= Beginning of Section =
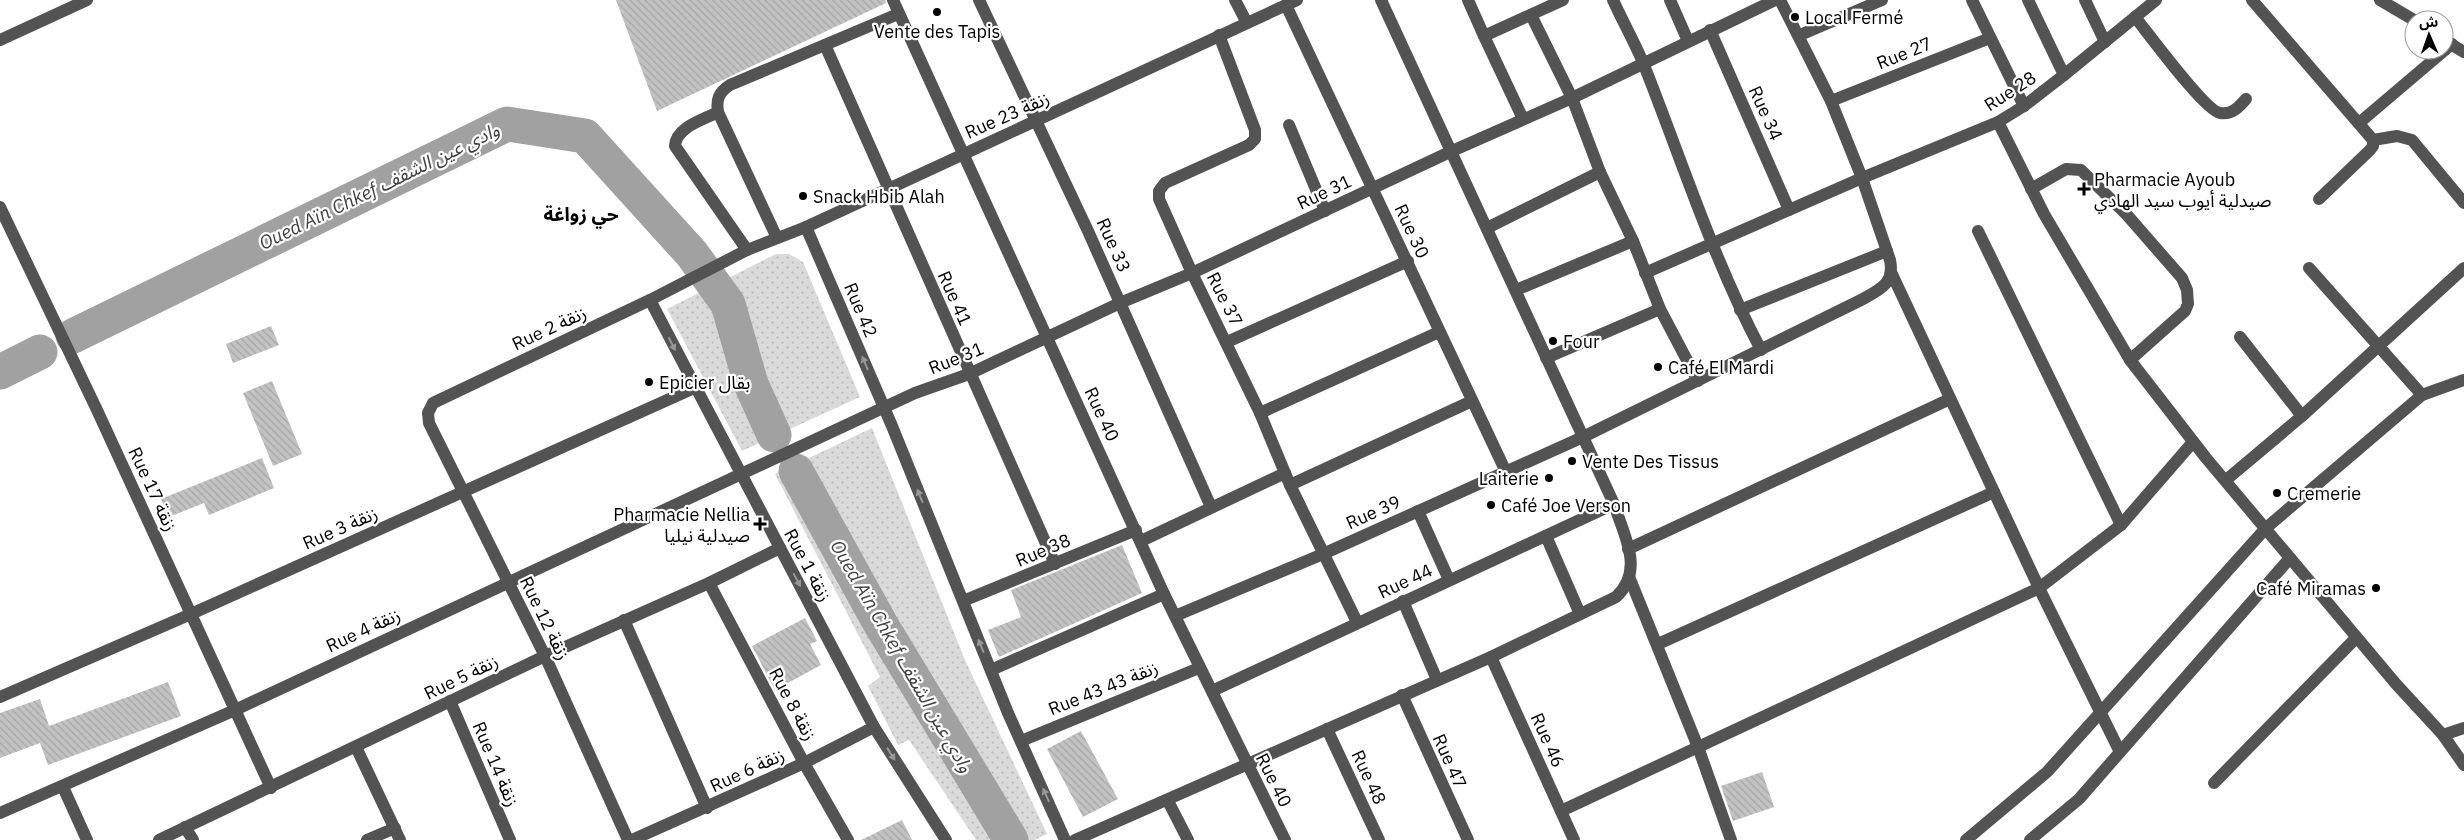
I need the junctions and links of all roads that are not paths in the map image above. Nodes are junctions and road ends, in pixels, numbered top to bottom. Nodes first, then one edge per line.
1 (88, 0) edge
2 (893, 0) edge
3 (980, 0) edge
4 (1235, 0) edge
5 (1381, 0) edge
6 (1468, 0) edge
7 (1563, 0) edge
8 (1613, 0) edge
9 (1670, 0) edge
10 (1775, 0) edge
11 (1780, 0) edge
12 (1882, 0) edge
13 (1972, 0) edge
14 (2028, 0) edge
15 (2085, 0) edge
16 (2156, 0) edge
17 (2252, 0) edge
18 (2380, 0) edge
19 (1291, 2) edge
20 (2401, 5) edge
21 (2140, 9) edge
22 (898, 14) junction
23 (1531, 15) junction
24 (1247, 23) junction
25 (1710, 30) junction
26 (1219, 35) junction
27 (1800, 35) junction
28 (1484, 36) junction
29 (1990, 38) junction
30 (0, 40) edge
31 (1688, 40) junction
32 (2105, 42) junction
33 (825, 44) junction
34 (2457, 46) edge
35 (1643, 64) junction
36 (2064, 75) junction
37 (1572, 98) junction
38 (2246, 99) dead end
39 (1831, 101) junction
40 (2024, 106) junction
41 (718, 112) junction
42 (1523, 119) junction
43 (1037, 122) junction
44 (1998, 122) junction
45 (2359, 123) junction
46 (1289, 125) dead end
47 (2373, 140) junction
48 (1452, 151) junction
49 (963, 154) junction
50 (1600, 172) junction
51 (1862, 178) junction
52 (888, 188) junction
53 (1373, 189) junction
54 (2032, 189) junction
55 (2319, 199) dead end
56 (2464, 203) edge
57 (0, 207) edge
58 (1789, 210) junction
59 (1325, 211) junction
60 (806, 227) junction
61 (1487, 228) junction
62 (1978, 231) dead end
63 (777, 238) junction
64 (1633, 241) junction
65 (1712, 244) junction
66 (747, 250) junction
67 (1887, 251) junction
68 (1408, 261) junction
69 (2309, 268) dead end
70 (2464, 268) edge
71 (1891, 272) junction
72 (1192, 273) junction
73 (1645, 273) junction
74 (689, 279) joint
75 (1516, 290) junction
76 (650, 300) junction
77 (1120, 303) junction
78 (1660, 309) junction
79 (1740, 310) junction
80 (1439, 332) junction
81 (2240, 337) dead end
82 (1047, 338) junction
83 (1227, 342) junction
84 (2378, 346) junction
85 (1762, 350) junction
86 (1546, 358) junction
87 (2130, 360) junction
88 (969, 374) junction
89 (2464, 380) edge
90 (1698, 381) junction
91 (694, 388) junction
92 (2422, 395) junction
93 (1950, 399) junction
94 (1472, 401) junction
95 (884, 407) junction
96 (428, 413) joint
97 (1260, 413) junction
98 (2302, 416) junction
99 (1583, 438) junction
100 (2193, 442) junction
101 (1506, 472) junction
102 (739, 473) junction
103 (1288, 479) junction
104 (2226, 480) junction
105 (463, 492) junction
106 (1994, 492) junction
107 (1614, 504) junction
108 (1211, 507) junction
109 (1418, 511) junction
110 (2121, 525) junction
111 (2266, 528) junction
112 (1138, 536) junction
113 (1546, 536) junction
114 (780, 548) junction
115 (1628, 549) junction
116 (1323, 554) junction
117 (2290, 558) junction
118 (1055, 564) junction
119 (1630, 579) junction
120 (1448, 580) junction
121 (508, 581) junction
122 (709, 583) junction
123 (2039, 588) junction
124 (1164, 594) junction
125 (963, 601) junction
126 (1402, 601) junction
127 (191, 614) junction
128 (1580, 614) junction
129 (1175, 616) junction
130 (624, 620) junction
131 (1357, 622) junction
132 (2356, 638) junction
133 (1658, 644) junction
134 (545, 656) junction
135 (1491, 657) junction
136 (1199, 668) junction
137 (991, 670) junction
138 (1437, 680) junction
139 (1212, 691) junction
140 (1402, 695) junction
141 (0, 697) edge
142 (450, 701) junction
143 (234, 710) junction
144 (2100, 713) junction
145 (874, 727) junction
146 (1327, 728) junction
147 (2464, 728) edge
148 (2443, 735) junction
149 (1021, 741) junction
150 (1698, 746) junction
151 (356, 747) junction
152 (2120, 752) junction
153 (804, 763) junction
154 (1247, 764) junction
155 (2464, 764) edge
156 (2214, 783) dead end
157 (63, 787) junction
158 (271, 788) junction
159 (1168, 801) junction
160 (707, 808) junction
161 (1561, 811) junction
162 (0, 813) edge
163 (185, 827) junction
164 (394, 828) junction
165 (845, 839) edge
166 (1572, 839) edge
167 (87, 840) edge
168 (159, 840) edge
169 (194, 840) edge
170 (367, 840) edge
171 (400, 840) edge
172 (510, 840) edge
173 (630, 840) edge
174 (946, 840) edge
175 (1065, 840) edge
176 (1075, 840) edge
177 (1188, 840) edge
178 (1285, 840) edge
179 (1379, 840) edge
180 (1468, 840) edge
181 (1731, 840) edge
182 (1966, 840) edge
183 (2030, 840) edge

1 - 30 street
2 - 22 street, Rue 40
3 - 43 street, Rue 33
4 - 24 street
5 - 48 street
6 - 28 street
7 - 23 street
8 - 35 street
9 - 31 street
10 - 25 street, Rue 31
11 - 27 street
12 - 27 street
13 - 29 street
14 - 36 street
15 - 32 street
16 - 21 street, Rue 28
17 - 45 street
18 - 20 street
19 - 24 street, Rue 23 زنقة
19 - 53 street, Rue 30
21 - 32 street, Rue 28
21 - 38 street
22 - 33 street
22 - 49 street, Rue 40
23 - 28 street
23 - 37 street
24 - 26 street, Rue 23 زنقة
25 - 31 street, Rue 31
25 - 58 street, Rue 34
26 - 43 street, Rue 23 زنقة
26 - 72 street, Rue 37
27 - 39 street
28 - 42 street
29 - 39 street, Rue 27
29 - 40 street
31 - 35 street, Rue 31
32 - 36 street, Rue 28
33 - 41 street
33 - 52 street, Rue 41
34 - 45 street
35 - 37 street, Rue 31
35 - 65 street
36 - 40 street, Rue 28
37 - 42 street, Rue 31
37 - 50 street
39 - 51 street
40 - 44 street, Rue 28
41 - 63 street
41 - 66 street
42 - 48 street, Rue 31
43 - 49 street, Rue 23 زنقة
43 - 77 street, Rue 33
44 - 51 street, Rue 28
44 - 54 street
45 - 47 street
46 - 59 street
47 - 55 street
47 - 56 street
48 - 53 street, Rue 31
48 - 61 street
49 - 52 street, Rue 23 زنقة
49 - 82 street, Rue 40
50 - 61 street
50 - 64 street
51 - 58 street, Rue 28
51 - 67 street
52 - 60 street, Rue 23 زنقة
52 - 88 street, Rue 41
53 - 59 street, Rue 31
53 - 68 street, Rue 30
54 - 87 street
54 - 87 street
57 - 127 street, Rue 17 زنقة
58 - 65 street, Rue 28
59 - 72 street, Rue 31
60 - 63 street, Rue 23 زنقة
95 -> 60 street, Rue 42
61 - 75 street
62 - 110 street
63 - 66 street, Rue 23 زنقة
64 - 73 street
64 - 75 street
65 - 73 street, Rue 28
65 - 79 street
66 - 74 street, Rue 23 زنقة
67 - 71 street
67 - 79 street
68 - 80 street, Rue 30
68 - 83 street
69 - 84 street
70 - 84 street
71 - 85 street, Rue 39
71 - 93 street
72 - 77 street, Rue 31
72 - 83 street, Rue 37
73 - 78 street
74 - 76 street, Rue 2 زنقة
75 - 86 street
76 -> 91 street, Rue 1 زنقة
76 - 96 street, Rue 2 زنقة
77 - 82 street, Rue 31
77 - 108 street, Rue 33
78 - 86 street
78 - 90 street
79 - 85 street
80 - 94 street, Rue 30
80 - 97 street
81 - 98 street
82 - 88 street, Rue 31
82 - 112 street, Rue 40
83 - 97 street, Rue 37
84 - 92 street
84 - 98 street
85 - 90 street, Rue 39
86 - 99 street
87 - 100 street
88 - 95 street, Rue 31
88 - 118 street, Rue 41
89 - 92 street
90 - 99 street, Rue 39
91 - 102 street, Rue 1 زنقة
91 - 105 street, Rue 3 زنقة
92 - 111 street
93 - 106 street
93 - 115 street
94 - 101 street, Rue 30
94 - 103 street, Rue 38
95 - 102 street, Rue 31
125 -> 95 street, Rue 42
96 - 105 street, Rue 12 زنقة
97 - 103 street, Rue 37
98 - 104 street
99 - 101 street, Rue 39
99 - 107 street
100 - 104 street
100 - 110 street
101 - 109 street, Rue 39
102 - 114 street, Rue 1 زنقة
102 - 121 street, Rue 4 زنقة
103 - 108 street, Rue 38
103 - 116 street, Rue 37
104 - 111 street
105 - 121 street, Rue 12 زنقة
105 - 127 street, Rue 3 زنقة
106 - 123 street
106 - 133 street
107 - 113 street, Rue 44
107 - 115 street
108 - 112 street, Rue 38
109 - 116 street, Rue 39
109 - 120 street
110 - 123 street
111 - 117 street
111 - 144 street
112 - 118 street, Rue 38
112 - 124 street, Rue 40
113 - 120 street, Rue 44
113 - 128 street
114 - 122 street, Rue 5 زنقة
114 -> 145 street, Rue 1 زنقة
115 - 119 street
116 - 129 street, Rue 39
116 - 131 street, Rue 37
117 - 132 street
117 - 152 street
118 - 125 street, Rue 38
119 - 128 street
119 - 133 street
120 - 126 street, Rue 44
121 - 134 street, Rue 12 زنقة
121 - 143 street, Rue 4 زنقة
122 - 130 street, Rue 5 زنقة
122 - 153 street, Rue 8 زنقة
123 - 144 street
123 - 150 street
124 - 129 street, Rue 40
124 - 137 street
137 -> 125 street, Rue 42
126 - 131 street, Rue 44
126 - 138 street
127 - 141 street, Rue 3 زنقة
127 - 143 street, Rue 17 زنقة
128 - 135 street
129 - 136 street, Rue 40
130 - 134 street, Rue 5 زنقة
130 - 160 street
131 - 139 street, Rue 44
132 - 148 street
132 - 156 street
133 - 150 street
134 - 142 street, Rue 5 زنقة
134 - 173 street, Rue 12 زنقة
135 - 138 street
135 - 161 street, Rue 46
136 - 139 street, Rue 40
136 - 149 street, Rue 43 زنقة 43
137 - 149 street, Rue 42
138 - 140 street
139 - 154 street, Rue 40
140 - 146 street
140 - 180 street, Rue 47
142 - 151 street, Rue 5 زنقة
142 - 172 street, Rue 14 زنقة
143 - 157 street, Rue 4 زنقة
143 - 158 street, Rue 17 زنقة
144 - 152 street
144 - 182 street
145 - 153 street, Rue 6 زنقة
145 -> 174 street, Rue 1 زنقة
146 - 154 street
146 - 179 street, Rue 48
147 - 148 street
148 - 155 street
175 -> 149 street, Rue 42
150 - 161 street
150 - 181 street
151 - 158 street, Rue 5 زنقة
151 - 164 street
152 - 183 street
153 - 160 street, Rue 6 زنقة
153 - 165 street, Rue 8 زنقة
154 - 159 street
154 - 178 street, Rue 40
157 - 162 street, Rue 4 زنقة
157 - 167 street
158 - 163 street, Rue 5 زنقة
159 - 176 street
159 - 177 street
160 - 173 street, Rue 6 زنقة
161 - 166 street, Rue 46
163 - 168 street, Rue 5 زنقة
163 - 169 street
164 - 170 street
164 - 171 street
= End of Section =
# Task instructions:
Copy here each line of the preceding records with "dead" in it.

# Solved problem:
38 (2246, 99) dead end
46 (1289, 125) dead end
55 (2319, 199) dead end
62 (1978, 231) dead end
69 (2309, 268) dead end
81 (2240, 337) dead end
156 (2214, 783) dead end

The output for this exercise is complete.